Sunday, July 1, 2007

The funnest part of academia: job gossip

OK, here are three happy messages about the job world in the TalkingBrains domain.

(1) There is a God, at least in Miami. Here is the evidence: One of the graduates of the UMD lingustics department, Ana Gouvea (Ph.D. 2002), worked as a post-doc in San Francisco (at UCSF and SFSU), started a family, began to retrain a bit to get more experience in acquisition and other more applied areas. Aa was principally working on sentence processing and language aquisition. A year or so ago, her husband Luca was moved by his company to Miami, and the family moved there. This is not an area known for its density of psycholinguistics ... But Ana is flexible and smart. She applied to a program at Florida International University to get an MA degree that would permit her to do clinical work. Hmmm, an M.A., eh? Well, they saw her application materials, and FIU decided that they would not admit her to the MA program -- instead they hired her as an assistant professor, on a tenure track line, in the Department of Communication Sciences and Disorders! Congratulations, Ana! Most successful MA application I've ever heard of :-)

(2) A new faculty member in linguistics at UMD. Valentine Hacquard is joining the department. Valentine, who got her Ph.D. at MIT and has been a visiting professor at U Mass Amherst, is a semanticist and can abstract lambdas with the best of them. But I am pretty sure that we can persuade her to play with us, too! Valentine already has strong cog neuro street cred: she did a phonetics/phonology MEG study with Alec Marantz when they were both at MIT.

Hacquard, V., Walter, M.A., Marantz, A. (2007). The effects of inventory on vowel perception in French and Spanish: an MEG study.
Brain Lang. 100(3):295-300.

(3) A new post-doc at the CNL at UMD. For a long time, I have been a fan of the work of Matti Laine. Now we have managed to recruit one of his student's a post-doc, Minna Lehtonen. Minna has done work using behavioral, imaging, and electrophysiological techniques and will help us continue research on lexical access and lexical structure.
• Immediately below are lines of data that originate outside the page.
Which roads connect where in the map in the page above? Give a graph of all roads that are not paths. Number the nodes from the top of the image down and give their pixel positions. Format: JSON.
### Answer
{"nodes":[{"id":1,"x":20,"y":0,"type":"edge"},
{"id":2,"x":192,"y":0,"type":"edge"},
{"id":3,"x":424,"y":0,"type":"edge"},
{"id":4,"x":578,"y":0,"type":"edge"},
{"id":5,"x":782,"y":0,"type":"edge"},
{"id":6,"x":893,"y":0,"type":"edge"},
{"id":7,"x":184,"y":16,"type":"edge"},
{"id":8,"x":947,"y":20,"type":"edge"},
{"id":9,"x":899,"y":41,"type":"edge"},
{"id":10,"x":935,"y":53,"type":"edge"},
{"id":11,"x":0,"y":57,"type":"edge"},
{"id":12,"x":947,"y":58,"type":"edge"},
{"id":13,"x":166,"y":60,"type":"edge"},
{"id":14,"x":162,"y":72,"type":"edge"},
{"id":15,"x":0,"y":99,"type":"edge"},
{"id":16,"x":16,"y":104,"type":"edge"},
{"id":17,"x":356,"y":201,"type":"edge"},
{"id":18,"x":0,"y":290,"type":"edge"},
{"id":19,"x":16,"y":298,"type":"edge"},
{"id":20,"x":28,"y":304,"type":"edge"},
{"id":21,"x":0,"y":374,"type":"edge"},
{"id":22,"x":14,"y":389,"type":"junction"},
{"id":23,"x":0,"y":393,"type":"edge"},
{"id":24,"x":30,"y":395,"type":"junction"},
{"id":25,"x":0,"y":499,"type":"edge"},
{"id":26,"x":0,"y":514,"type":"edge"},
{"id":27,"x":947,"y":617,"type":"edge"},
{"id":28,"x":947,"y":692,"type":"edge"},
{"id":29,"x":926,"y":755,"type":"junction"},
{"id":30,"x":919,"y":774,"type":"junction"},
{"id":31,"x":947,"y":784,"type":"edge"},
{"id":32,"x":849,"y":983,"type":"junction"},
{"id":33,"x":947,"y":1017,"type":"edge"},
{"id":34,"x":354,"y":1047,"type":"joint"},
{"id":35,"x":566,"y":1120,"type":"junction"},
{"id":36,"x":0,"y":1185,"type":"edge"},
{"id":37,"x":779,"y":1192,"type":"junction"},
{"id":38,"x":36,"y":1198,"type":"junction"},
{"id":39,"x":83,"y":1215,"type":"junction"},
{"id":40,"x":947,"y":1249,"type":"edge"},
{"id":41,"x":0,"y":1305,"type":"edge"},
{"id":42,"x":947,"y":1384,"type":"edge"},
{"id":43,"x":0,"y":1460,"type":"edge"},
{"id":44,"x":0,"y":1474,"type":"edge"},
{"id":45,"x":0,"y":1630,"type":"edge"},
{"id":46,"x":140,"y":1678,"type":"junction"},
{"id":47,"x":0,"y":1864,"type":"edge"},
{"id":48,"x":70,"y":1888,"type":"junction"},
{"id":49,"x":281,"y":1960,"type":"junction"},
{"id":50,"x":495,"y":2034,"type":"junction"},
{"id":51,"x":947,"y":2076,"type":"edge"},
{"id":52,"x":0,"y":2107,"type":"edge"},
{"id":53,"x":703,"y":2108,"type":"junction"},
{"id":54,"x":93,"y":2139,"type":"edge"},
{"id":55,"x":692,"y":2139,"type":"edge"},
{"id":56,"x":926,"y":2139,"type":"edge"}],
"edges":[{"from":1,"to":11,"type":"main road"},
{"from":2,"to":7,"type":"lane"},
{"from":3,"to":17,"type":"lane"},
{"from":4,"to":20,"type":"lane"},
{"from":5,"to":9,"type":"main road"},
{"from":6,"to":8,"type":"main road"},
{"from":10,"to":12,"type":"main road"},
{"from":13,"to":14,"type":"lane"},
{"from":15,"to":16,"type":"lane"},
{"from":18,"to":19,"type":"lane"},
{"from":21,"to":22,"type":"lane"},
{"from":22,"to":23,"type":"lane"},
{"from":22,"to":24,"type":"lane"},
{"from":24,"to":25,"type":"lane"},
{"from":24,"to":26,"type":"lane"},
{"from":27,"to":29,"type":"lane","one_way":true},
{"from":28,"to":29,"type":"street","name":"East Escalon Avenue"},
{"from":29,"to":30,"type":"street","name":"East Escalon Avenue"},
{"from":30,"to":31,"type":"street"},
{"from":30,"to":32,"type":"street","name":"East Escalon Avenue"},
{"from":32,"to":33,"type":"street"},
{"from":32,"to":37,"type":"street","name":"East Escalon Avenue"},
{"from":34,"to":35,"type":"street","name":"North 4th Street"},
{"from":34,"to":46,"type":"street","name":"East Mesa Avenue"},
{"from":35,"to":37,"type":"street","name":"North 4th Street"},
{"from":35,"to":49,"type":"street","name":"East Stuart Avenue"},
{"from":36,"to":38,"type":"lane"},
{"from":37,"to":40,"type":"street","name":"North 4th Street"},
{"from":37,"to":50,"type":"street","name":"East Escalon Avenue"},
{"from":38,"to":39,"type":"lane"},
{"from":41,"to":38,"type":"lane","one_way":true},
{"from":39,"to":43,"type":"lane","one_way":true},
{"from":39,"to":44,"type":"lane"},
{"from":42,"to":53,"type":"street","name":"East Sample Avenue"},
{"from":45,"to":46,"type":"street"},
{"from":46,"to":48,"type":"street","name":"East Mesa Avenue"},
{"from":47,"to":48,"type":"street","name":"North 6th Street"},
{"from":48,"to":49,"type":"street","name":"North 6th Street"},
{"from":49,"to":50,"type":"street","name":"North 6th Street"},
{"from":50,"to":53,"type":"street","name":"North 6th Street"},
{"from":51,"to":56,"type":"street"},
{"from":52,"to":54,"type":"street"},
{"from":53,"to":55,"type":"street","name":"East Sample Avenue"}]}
A really nice example of her work is this recent ERP paper:

Minna Lehtonen, Toni Cunillera, Antoni Rodríguez-Fornells, Annika Hultén, Jyrki Tuomainen and Matti Laine (2007). Recognition of morphologically complex words in Finnish: Evidence from event-related potentials. Brain Research, 1148, 123-137.

We are all pretty persuaded (here at TalkingBrains East, at least ...) that morphological decomposition is demonstrable (early in the processing stream), for example based on the work of Rob Fiorentino (e.g. in Fiorentino & Poeppel, 2007, Compound words and structure in the lexicon, Language and Cognitive Processes). Minna has already been going after the next steps. Based on cross-lingustic studies that incorporate all kinds of cognitive neuroscience techniques, they have been going after the composition part ... It's great that we take words apart -- but how do we put them back together? A hard and good question. Good luck with that one Minna -- and welcome to the CNL lab!


1 comment:

Anonymous said...

Talking Brains, thank you for the blog!

Wrt to this post, I agree with every word of David ! Ana, imagine what could happen if you ever apply for a tenure-track directly... or a grant... or you name it... Congratulations again!